Während die Festgemeinde noch reumütig vor ihm stand, ertönte plötzlich ein klingendes Geräusch und man sah am Stirnband des Oberpriesters ein Licht aufblitzen. Dieses wurde immer heller und strahlte blendend in den ganzen Raum. Im nächsten Moment breitete sich von dem Oberpriester eine Lichtwelle aus, die jeden anleuchtete. Sie schien bei jedem auch ein Stück weit ins Innere des Körpers hineinzufließen. Alle bemerkten ein wohltuendes, reinmachendes Gefühl. Währenddessen stand der Oberpriester immer noch mit erhobenen Händen da. Nach einem weiteren Moment verblasste das Licht nach und nach und war dann gänzlich verschwunden.
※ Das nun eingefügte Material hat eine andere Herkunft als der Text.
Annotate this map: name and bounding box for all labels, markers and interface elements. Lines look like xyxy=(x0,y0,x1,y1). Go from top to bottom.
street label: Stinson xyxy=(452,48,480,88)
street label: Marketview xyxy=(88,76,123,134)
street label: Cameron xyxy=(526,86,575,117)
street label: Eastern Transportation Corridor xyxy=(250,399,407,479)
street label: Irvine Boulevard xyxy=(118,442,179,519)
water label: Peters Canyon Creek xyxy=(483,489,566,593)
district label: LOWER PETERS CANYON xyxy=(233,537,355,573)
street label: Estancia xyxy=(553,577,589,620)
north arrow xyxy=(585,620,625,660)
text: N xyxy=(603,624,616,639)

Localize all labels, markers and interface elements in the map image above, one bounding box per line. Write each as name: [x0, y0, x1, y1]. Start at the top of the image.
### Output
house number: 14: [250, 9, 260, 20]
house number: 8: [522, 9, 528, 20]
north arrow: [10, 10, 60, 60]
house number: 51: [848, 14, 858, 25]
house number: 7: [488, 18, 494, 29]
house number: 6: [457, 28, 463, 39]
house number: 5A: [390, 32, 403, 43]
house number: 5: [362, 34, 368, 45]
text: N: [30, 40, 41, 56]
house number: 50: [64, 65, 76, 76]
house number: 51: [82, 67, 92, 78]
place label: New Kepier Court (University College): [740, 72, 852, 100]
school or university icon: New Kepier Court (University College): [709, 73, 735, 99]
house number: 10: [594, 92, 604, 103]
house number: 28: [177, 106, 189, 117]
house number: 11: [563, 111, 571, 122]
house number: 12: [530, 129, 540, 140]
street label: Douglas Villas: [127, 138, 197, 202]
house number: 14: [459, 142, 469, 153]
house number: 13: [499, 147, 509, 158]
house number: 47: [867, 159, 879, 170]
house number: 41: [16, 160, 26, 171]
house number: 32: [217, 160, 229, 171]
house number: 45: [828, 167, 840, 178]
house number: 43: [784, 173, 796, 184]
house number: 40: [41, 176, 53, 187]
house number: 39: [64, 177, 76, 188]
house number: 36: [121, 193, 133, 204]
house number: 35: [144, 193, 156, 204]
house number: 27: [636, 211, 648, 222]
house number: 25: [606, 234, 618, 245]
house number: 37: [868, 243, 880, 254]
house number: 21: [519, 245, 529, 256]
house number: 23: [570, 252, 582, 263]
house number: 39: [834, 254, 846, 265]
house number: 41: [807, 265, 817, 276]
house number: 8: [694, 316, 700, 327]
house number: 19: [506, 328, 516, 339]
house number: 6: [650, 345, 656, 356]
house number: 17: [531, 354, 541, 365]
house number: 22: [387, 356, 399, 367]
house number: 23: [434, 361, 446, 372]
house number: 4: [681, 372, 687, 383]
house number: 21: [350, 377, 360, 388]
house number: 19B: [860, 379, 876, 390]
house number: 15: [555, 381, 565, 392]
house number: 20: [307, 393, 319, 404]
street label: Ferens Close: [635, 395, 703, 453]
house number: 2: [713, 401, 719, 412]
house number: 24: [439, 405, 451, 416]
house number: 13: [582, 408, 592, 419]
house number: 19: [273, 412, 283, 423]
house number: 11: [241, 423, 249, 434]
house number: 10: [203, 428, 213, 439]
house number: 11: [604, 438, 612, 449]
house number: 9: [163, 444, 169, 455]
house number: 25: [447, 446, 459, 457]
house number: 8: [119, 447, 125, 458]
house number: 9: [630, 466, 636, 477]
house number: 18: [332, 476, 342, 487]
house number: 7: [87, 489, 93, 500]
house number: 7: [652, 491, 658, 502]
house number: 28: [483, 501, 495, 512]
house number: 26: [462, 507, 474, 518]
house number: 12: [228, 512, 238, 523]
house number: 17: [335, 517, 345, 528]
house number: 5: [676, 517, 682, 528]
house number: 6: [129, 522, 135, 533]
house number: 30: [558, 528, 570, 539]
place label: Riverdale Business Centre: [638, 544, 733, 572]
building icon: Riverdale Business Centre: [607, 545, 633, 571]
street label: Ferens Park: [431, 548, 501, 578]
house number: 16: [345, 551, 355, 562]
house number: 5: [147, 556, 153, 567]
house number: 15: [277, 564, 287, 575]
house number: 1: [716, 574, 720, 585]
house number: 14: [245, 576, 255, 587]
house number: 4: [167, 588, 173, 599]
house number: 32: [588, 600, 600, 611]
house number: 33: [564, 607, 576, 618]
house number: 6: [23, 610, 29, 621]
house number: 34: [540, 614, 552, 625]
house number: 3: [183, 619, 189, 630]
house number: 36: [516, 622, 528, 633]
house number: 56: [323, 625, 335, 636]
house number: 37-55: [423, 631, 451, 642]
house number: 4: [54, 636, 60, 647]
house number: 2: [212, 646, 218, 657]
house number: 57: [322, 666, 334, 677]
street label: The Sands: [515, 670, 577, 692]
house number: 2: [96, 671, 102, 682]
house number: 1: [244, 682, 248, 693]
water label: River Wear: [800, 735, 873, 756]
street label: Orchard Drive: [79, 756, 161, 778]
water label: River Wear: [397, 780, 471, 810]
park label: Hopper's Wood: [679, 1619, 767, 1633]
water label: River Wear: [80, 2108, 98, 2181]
Ancellus ließ seine Arme sinken. Dann sprach er noch an Ort und Stelle ein Schlussgebet, das wiederum mit einem lauten „Sita!" beendet wurde.

Kaum war dies getan, wurde die Stimmung im Kirchsaal gelöster. Ancellus nahm dies milde lächelnd zur Kenntnis. Er schaute zu den Grafenfamilien und meinte laut: „Ich wünsche allen einen gesegneten annimedies! Ich freue mich schon auf das Mittagsmahl mit euch." Kaum hatte er das gesagt, wandte er sich nach links und verließ das Gotteshaus durch einen Seiteneingang. Die Kantonate und Priester, sowie seine ganzen Leibwächter folgten ihm sofort ohne weitere Aufforderung.

Missmutig beobachteten Heinrich und August den Abgang des Glaubensfürsten. Um sie herum waren die Edelleute schon wieder in irgendwelche Gespräche vertieft. Heinrich atmete einmal laut aus. Er sah sich um und erblickte viele wohlwollende Gesichter, die sich auf die errungene Beute für die Grafschaften freute. Alle schienen nach dieser Messe etwas glücklicher zu sein. „Nach diesem Siegesgeschenk werden viele wohl recht zufrieden sein", sagte Heinrich verstimmt zu August. Doch als er den Hegeliner ansah, lächelte der schon wieder in seiner etwas spitzbübischen Art. „Abwarten", meinte er zuversichtlich zu seinem Nachbarn, „die Neuigkeit, die wir haben, wird dies alles in den Schatten stellen." Heinrich brummte lediglich. Na hoffentlich verschätzte sich August damit nicht.